Per cominciare, la trama in due parole. George Bailey (James Stewart) sogna di viaggiare per il mondo e costruire grandi cose, ma è costretto dal destino e da un forte senso di responsabilità a continuare il business del padre (Samuel S. Hinds) dopo la morte di quest’ultimo: una cooperativa immobiliaria nella piccola cittadina di Bedford Falls. Dopo anni passati a lottare contro il potente del luogo, il signor Potter (Lionel Barrymore), per un errore dello zio Billy (Thomas Mitchell), Bailey si trova sull’orlo del suicidio. All’angelo Clarence (Henry Travers) tocca il compito di fargli cambiare idea mostrandogli come sarebbe peggiore il mondo se lui non fosse mai esistito.

Prima di tutto mi ha sorpreso come la parte di trama che già conoscevo non sia che l’ultima mezz’ora del film.
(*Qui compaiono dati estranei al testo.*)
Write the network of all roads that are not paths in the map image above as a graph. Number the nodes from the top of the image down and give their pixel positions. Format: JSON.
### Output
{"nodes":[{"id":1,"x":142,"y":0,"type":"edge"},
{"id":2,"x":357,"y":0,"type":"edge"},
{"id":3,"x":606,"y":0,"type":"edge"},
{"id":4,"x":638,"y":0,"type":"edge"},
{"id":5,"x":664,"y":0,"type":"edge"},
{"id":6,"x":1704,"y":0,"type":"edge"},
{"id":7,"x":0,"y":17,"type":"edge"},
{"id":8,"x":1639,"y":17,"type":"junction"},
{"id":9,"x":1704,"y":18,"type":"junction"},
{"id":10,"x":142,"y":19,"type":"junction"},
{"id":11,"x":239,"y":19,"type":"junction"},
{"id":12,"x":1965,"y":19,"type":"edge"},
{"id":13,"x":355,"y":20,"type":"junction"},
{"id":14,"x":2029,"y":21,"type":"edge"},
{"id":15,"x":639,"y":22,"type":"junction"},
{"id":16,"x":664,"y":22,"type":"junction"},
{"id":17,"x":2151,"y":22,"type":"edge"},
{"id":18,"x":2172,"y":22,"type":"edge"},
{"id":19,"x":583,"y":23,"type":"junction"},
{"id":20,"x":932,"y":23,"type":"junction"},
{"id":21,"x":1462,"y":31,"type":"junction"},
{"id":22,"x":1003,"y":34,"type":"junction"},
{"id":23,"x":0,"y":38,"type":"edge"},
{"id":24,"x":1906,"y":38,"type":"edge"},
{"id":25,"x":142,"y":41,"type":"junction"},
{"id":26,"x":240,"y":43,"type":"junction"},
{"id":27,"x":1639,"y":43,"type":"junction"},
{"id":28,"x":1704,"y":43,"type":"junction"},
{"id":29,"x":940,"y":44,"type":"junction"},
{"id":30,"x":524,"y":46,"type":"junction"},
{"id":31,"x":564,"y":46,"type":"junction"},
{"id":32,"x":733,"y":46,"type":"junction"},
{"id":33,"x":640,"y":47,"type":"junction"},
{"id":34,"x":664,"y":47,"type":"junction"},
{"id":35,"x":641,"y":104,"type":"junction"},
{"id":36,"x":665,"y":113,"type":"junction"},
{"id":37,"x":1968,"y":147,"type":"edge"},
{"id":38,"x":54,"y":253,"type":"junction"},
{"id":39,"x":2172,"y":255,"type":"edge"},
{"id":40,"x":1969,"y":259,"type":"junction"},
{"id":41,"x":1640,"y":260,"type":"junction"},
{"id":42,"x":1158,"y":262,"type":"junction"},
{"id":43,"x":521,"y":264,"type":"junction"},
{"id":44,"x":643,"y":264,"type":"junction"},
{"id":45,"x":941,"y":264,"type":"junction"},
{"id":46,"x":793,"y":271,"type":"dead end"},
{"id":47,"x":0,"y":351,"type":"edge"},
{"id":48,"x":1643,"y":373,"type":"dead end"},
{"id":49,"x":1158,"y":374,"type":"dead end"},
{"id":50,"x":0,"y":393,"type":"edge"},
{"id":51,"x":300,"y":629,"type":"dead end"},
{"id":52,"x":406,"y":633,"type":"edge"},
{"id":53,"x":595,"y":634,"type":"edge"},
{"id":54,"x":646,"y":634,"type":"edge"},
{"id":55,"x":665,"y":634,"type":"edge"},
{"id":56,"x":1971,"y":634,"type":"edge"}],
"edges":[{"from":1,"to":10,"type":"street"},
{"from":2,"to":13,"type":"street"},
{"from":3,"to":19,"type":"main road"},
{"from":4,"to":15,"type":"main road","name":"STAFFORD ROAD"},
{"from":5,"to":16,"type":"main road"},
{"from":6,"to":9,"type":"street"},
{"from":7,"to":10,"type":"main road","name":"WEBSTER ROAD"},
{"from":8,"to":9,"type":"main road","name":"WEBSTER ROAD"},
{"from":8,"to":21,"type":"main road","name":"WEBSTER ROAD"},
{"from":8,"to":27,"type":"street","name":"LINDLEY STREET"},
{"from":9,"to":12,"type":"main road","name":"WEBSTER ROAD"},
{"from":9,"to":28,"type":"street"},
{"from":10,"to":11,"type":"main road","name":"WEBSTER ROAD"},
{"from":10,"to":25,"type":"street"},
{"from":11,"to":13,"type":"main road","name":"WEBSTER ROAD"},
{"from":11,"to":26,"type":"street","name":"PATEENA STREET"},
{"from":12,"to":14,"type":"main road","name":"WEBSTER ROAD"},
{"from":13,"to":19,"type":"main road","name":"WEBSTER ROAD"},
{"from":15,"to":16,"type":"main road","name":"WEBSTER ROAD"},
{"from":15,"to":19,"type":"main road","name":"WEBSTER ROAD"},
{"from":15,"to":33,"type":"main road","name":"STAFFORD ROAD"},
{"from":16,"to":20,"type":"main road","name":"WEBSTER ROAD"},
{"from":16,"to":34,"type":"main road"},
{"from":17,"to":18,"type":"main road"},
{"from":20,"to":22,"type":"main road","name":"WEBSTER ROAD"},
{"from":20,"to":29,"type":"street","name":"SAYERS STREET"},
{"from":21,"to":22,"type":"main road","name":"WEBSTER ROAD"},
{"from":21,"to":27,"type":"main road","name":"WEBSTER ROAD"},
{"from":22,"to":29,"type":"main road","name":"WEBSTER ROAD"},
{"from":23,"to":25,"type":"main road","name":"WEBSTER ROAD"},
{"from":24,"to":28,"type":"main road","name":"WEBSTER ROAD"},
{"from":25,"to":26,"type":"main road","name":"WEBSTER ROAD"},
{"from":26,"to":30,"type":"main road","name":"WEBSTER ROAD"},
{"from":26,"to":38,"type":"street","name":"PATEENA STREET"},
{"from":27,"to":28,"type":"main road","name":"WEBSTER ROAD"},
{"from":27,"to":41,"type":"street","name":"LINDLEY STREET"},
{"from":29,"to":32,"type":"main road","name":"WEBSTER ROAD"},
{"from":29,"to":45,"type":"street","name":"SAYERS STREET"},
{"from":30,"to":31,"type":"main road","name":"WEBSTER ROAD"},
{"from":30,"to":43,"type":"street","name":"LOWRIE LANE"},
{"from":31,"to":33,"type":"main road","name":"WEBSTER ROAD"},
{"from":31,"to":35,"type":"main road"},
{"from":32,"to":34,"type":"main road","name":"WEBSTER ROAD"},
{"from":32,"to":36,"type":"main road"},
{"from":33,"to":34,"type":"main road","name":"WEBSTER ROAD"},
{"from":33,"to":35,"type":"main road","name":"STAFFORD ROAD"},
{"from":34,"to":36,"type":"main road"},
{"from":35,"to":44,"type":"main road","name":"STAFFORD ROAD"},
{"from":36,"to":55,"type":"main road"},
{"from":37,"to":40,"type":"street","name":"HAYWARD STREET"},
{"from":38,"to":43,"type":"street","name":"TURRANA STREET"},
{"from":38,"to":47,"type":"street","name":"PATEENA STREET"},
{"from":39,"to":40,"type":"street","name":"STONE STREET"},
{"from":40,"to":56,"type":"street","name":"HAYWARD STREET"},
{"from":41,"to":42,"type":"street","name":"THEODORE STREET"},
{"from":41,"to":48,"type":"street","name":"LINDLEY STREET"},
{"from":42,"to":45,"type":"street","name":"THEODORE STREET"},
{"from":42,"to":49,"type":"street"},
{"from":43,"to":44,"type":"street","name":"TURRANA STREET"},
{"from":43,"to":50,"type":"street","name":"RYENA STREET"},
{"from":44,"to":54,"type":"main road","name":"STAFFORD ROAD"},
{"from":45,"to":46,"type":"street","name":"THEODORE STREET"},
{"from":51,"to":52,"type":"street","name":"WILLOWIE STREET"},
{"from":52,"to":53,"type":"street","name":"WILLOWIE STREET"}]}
Certo, praticamente l’intera vicenda è narrata in flashback, ma l’angelo vero e proprio arriva solamente nel gran finale. La seconda cosa che mi ha preso in contropiede è quanto il film sia esplicitamente religioso. Angeli che parlano tra di loro, preghiere dappertutto… D’altronde Capra dichiarò che scrisse e diresse il film come modo per combattere l’ateismo che si stava diffondendo al tempo, quindi la cosa ha certamente un senso. 

Inoltre il film idealizza gli Stati Uniti di provincia dove tutti si aiutano gli uni con gli altri, dove chi sbaglia viene riportato sulla retta via e dove il male risiede nel banchiere senza scrupoli Potter, unico personaggio totalmente privo di redenzione in tutta la storia. Assume così un fascino irresistibile la Bedford Falls priva di George Bailey (ribattezzata Potterville), che somiglia così tanto da una parte agli Stati Uniti reali, e dall’altra al futuro alternativo con Biff presidente di Back to the Future II (Ritorno al futuro II, 1989). Lì le persone non si aiutano affatto tra di loro, il gioco d’azzardo è la norma, e al posto di belle ed accoglienti case della piccola borghesia c’è un cimitero! 

La visione di Capra risulta decisamente ingenua, con le innocenti famiglie della classe media potenziali prede dei biechi capitalisti che si difendono unite di fronte alle avversità (non tutte: durante la crisi del ’29 sono in tanti a volersi assicurare di riavere i loro soldi a spese di tutti gli altri). E questa stessa ingenuità non può non strapparci un sorriso al giorno d’oggi: basti pensare al destino peggiore per una donna secondo i canoni del tempo: non trovare marito, come succede a Mary, Donna Reed, nella realtà alternativa.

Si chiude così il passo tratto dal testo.